## Records contained in a dataset:
::::::::
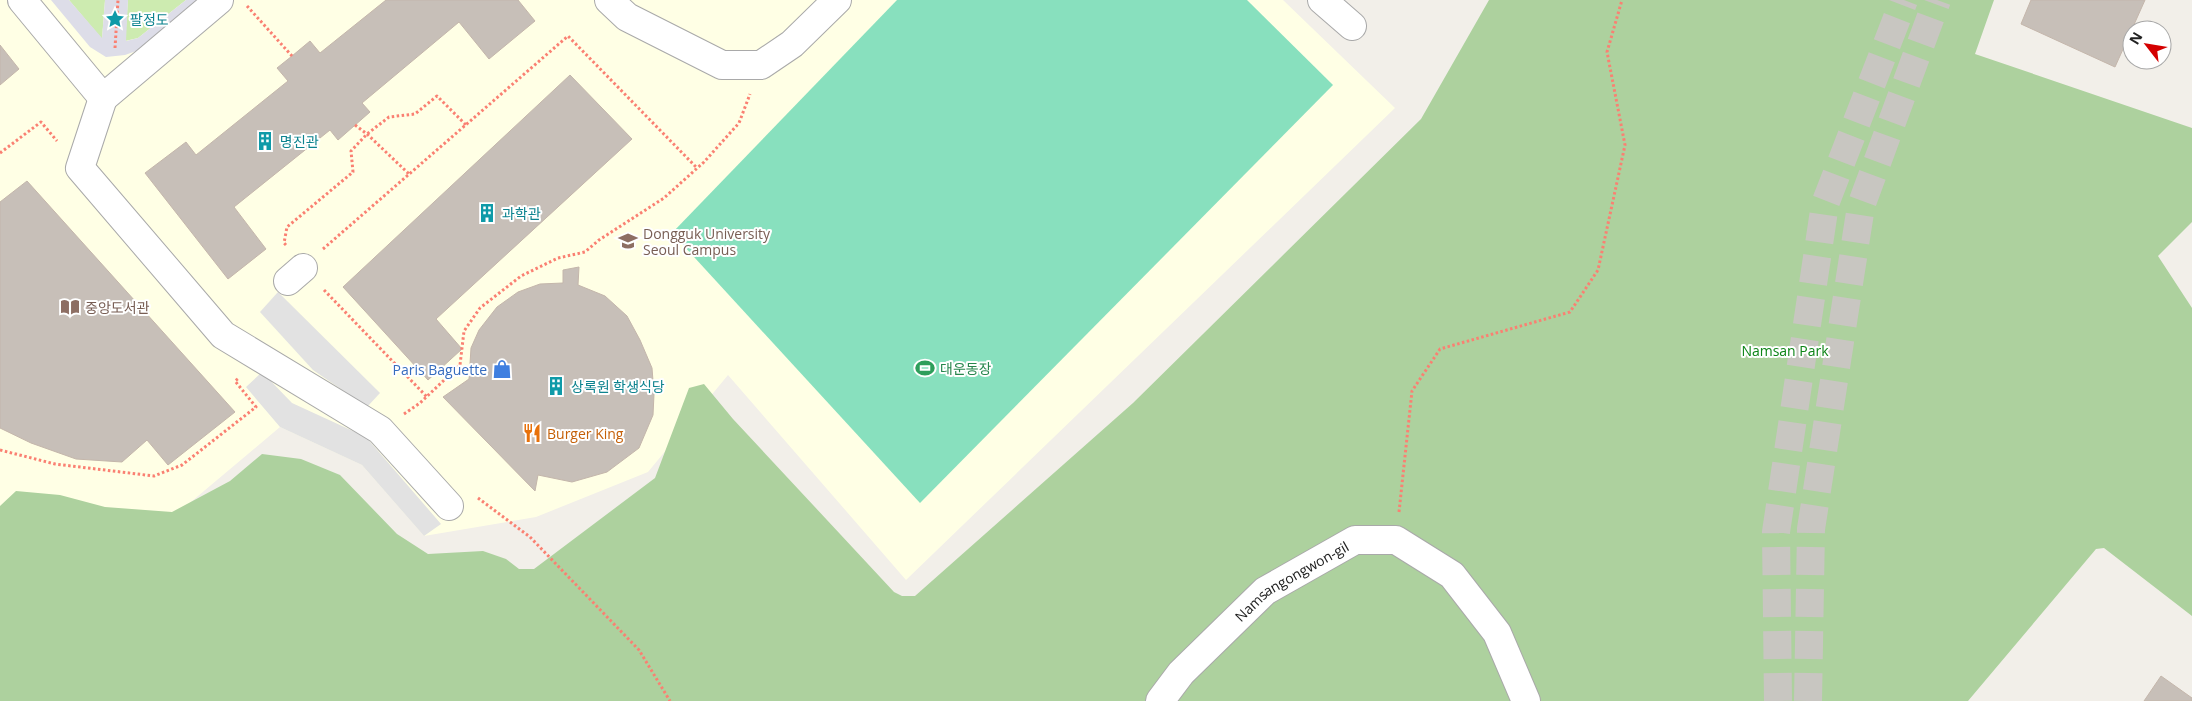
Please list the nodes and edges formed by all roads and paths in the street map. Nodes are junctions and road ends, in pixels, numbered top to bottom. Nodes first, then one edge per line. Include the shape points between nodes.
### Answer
1 (22, 0) edge
2 (118, 0) edge
3 (219, 0) edge
4 (609, 0) edge
5 (837, 0) edge
6 (1322, 0) edge
7 (1622, 0) edge
8 (247, 6) dead end
9 (1352, 26) dead end
10 (292, 56) dead end
11 (761, 65) junction
12 (131, 74) junction
13 (103, 98) junction
14 (355, 125) dead end
15 (466, 125) junction
16 (367, 134) junction
17 (0, 153) edge
18 (80, 168) junction
19 (697, 168) junction
20 (409, 174) junction
21 (295, 274) junction
22 (427, 397) junction
23 (256, 407) dead end
24 (380, 430) junction
25 (0, 450) edge
26 (461, 500) joint
27 (1396, 540) junction
28 (670, 701) edge
29 (1160, 701) edge
30 (1526, 701) edge

1 - 13 street
2 - 12 path via 114,56
3 - 12 street
4 - 11 street via 627,17 722,65
5 - 11 street via 792,44
6 - 9 street
7 - 27 path via 1607,52 1625,145 1598,270 1570,312 1440,349 1412,391
8 - 10 path
11 - 19 path via 740,122
12 - 13 street
13 - 18 street
14 - 16 path
15 - 16 path via 437,96 415,114 389,117
15 - 19 path via 568,36
15 - 20 path
16 - 20 path
16 - 21 path via 351,151 353,172 287,227 284,243
17 - 18 path via 41,122
18 - 24 street via 223,335
19 - 22 path via 664,198 585,252 558,258 522,276 480,308 464,331 460,365
20 - 21 path
21 - 22 path
22 - 24 path
23 - 25 path via 182,465 154,476 55,464
24 - 26 street
26 - 28 path via 530,537 640,650
27 - 29 street, Namsangongwon-gil via 1355,540 1265,591 1181,673
27 - 30 street via 1452,575 1497,632

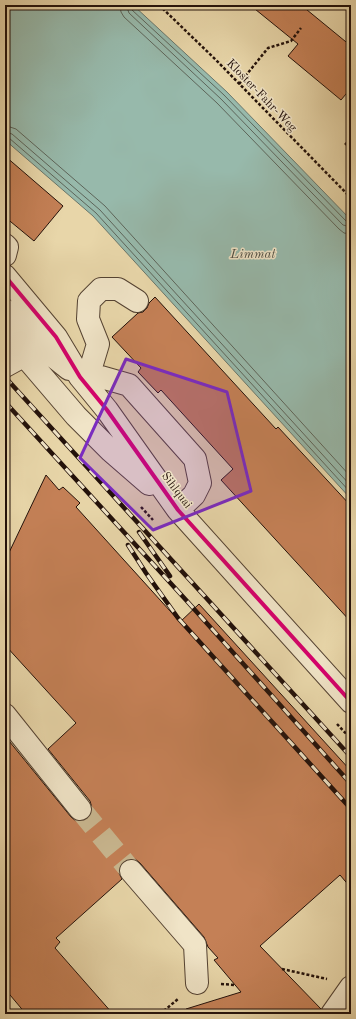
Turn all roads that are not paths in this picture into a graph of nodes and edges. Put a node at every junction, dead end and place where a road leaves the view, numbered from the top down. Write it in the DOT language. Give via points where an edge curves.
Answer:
graph roads {
  1 [pos="5,245"];
  2 [pos="5,255"];
  3 [pos="5,276"];
  4 [pos="137,301"];
  5 [pos="5,310"];
  6 [pos="5,333"];
  7 [pos="5,341"];
  8 [pos="25,355"];
  9 [pos="5,366"];
  10 [pos="80,377"];
  11 [pos="178,510"];
  12 [pos="351,702"];
  13 [pos="5,715"];
  14 [pos="80,809"];
  15 [pos="131,871"];
  16 [pos="197,983"];
  17 [pos="351,987"];
  18 [pos="332,1014"];
  1 -- 2 [label="street"];
  3 -- 10 [label="street, Sihlquai" via="56,337"];
  4 -- 10 [label="street" via="118,289 101,289 89,301 88,319 98,344 92,364"];
  5 -- 10 [label="street" via="35,342"];
  6 -- 8 [label="street"];
  7 -- 8 [label="street"];
  8 -- 9 [label="street"];
  8 -- 11 [label="street, Sihlquai" via="76,416 111,451"];
  10 -- 11 [label="street, Sihlquai" via="107,410"];
  10 -- 11 [label="street" via="101,377 129,385 195,459 200,483 194,495"];
  11 -- 12 [label="street, Sihlquai"];
  13 -- 14 [label="street"];
  15 -- 16 [label="street" via="195,945"];
  17 -- 18 [label="street"];
}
::::::::
## EXERCISE REQUIREMENTS:
Your answer should be a precise transcript of the entries, minus the pictures.

## SOLUTION TO THIS PROBLEM:
Please list the nodes and edges formed by all roads and paths in the street map. Nodes are junctions and road ends, in pixels, numbered top to bottom. Nodes first, then one edge per line. Include the shape points between nodes.
### Answer
1 (22, 0) edge
2 (118, 0) edge
3 (219, 0) edge
4 (609, 0) edge
5 (837, 0) edge
6 (1322, 0) edge
7 (1622, 0) edge
8 (247, 6) dead end
9 (1352, 26) dead end
10 (292, 56) dead end
11 (761, 65) junction
12 (131, 74) junction
13 (103, 98) junction
14 (355, 125) dead end
15 (466, 125) junction
16 (367, 134) junction
17 (0, 153) edge
18 (80, 168) junction
19 (697, 168) junction
20 (409, 174) junction
21 (295, 274) junction
22 (427, 397) junction
23 (256, 407) dead end
24 (380, 430) junction
25 (0, 450) edge
26 (461, 500) joint
27 (1396, 540) junction
28 (670, 701) edge
29 (1160, 701) edge
30 (1526, 701) edge

1 - 13 street
2 - 12 path via 114,56
3 - 12 street
4 - 11 street via 627,17 722,65
5 - 11 street via 792,44
6 - 9 street
7 - 27 path via 1607,52 1625,145 1598,270 1570,312 1440,349 1412,391
8 - 10 path
11 - 19 path via 740,122
12 - 13 street
13 - 18 street
14 - 16 path
15 - 16 path via 437,96 415,114 389,117
15 - 19 path via 568,36
15 - 20 path
16 - 20 path
16 - 21 path via 351,151 353,172 287,227 284,243
17 - 18 path via 41,122
18 - 24 street via 223,335
19 - 22 path via 664,198 585,252 558,258 522,276 480,308 464,331 460,365
20 - 21 path
21 - 22 path
22 - 24 path
23 - 25 path via 182,465 154,476 55,464
24 - 26 street
26 - 28 path via 530,537 640,650
27 - 29 street, Namsangongwon-gil via 1355,540 1265,591 1181,673
27 - 30 street via 1452,575 1497,632

Turn all roads that are not paths in this picture into a graph of nodes and edges. Put a node at every junction, dead end and place where a road leaves the view, numbered from the top down. Write it in the DOT language. Give via points where an edge curves.
Answer:
graph roads {
  1 [pos="5,245"];
  2 [pos="5,255"];
  3 [pos="5,276"];
  4 [pos="137,301"];
  5 [pos="5,310"];
  6 [pos="5,333"];
  7 [pos="5,341"];
  8 [pos="25,355"];
  9 [pos="5,366"];
  10 [pos="80,377"];
  11 [pos="178,510"];
  12 [pos="351,702"];
  13 [pos="5,715"];
  14 [pos="80,809"];
  15 [pos="131,871"];
  16 [pos="197,983"];
  17 [pos="351,987"];
  18 [pos="332,1014"];
  1 -- 2 [label="street"];
  3 -- 10 [label="street, Sihlquai" via="56,337"];
  4 -- 10 [label="street" via="118,289 101,289 89,301 88,319 98,344 92,364"];
  5 -- 10 [label="street" via="35,342"];
  6 -- 8 [label="street"];
  7 -- 8 [label="street"];
  8 -- 9 [label="street"];
  8 -- 11 [label="street, Sihlquai" via="76,416 111,451"];
  10 -- 11 [label="street, Sihlquai" via="107,410"];
  10 -- 11 [label="street" via="101,377 129,385 195,459 200,483 194,495"];
  11 -- 12 [label="street, Sihlquai"];
  13 -- 14 [label="street"];
  15 -- 16 [label="street" via="195,945"];
  17 -- 18 [label="street"];
}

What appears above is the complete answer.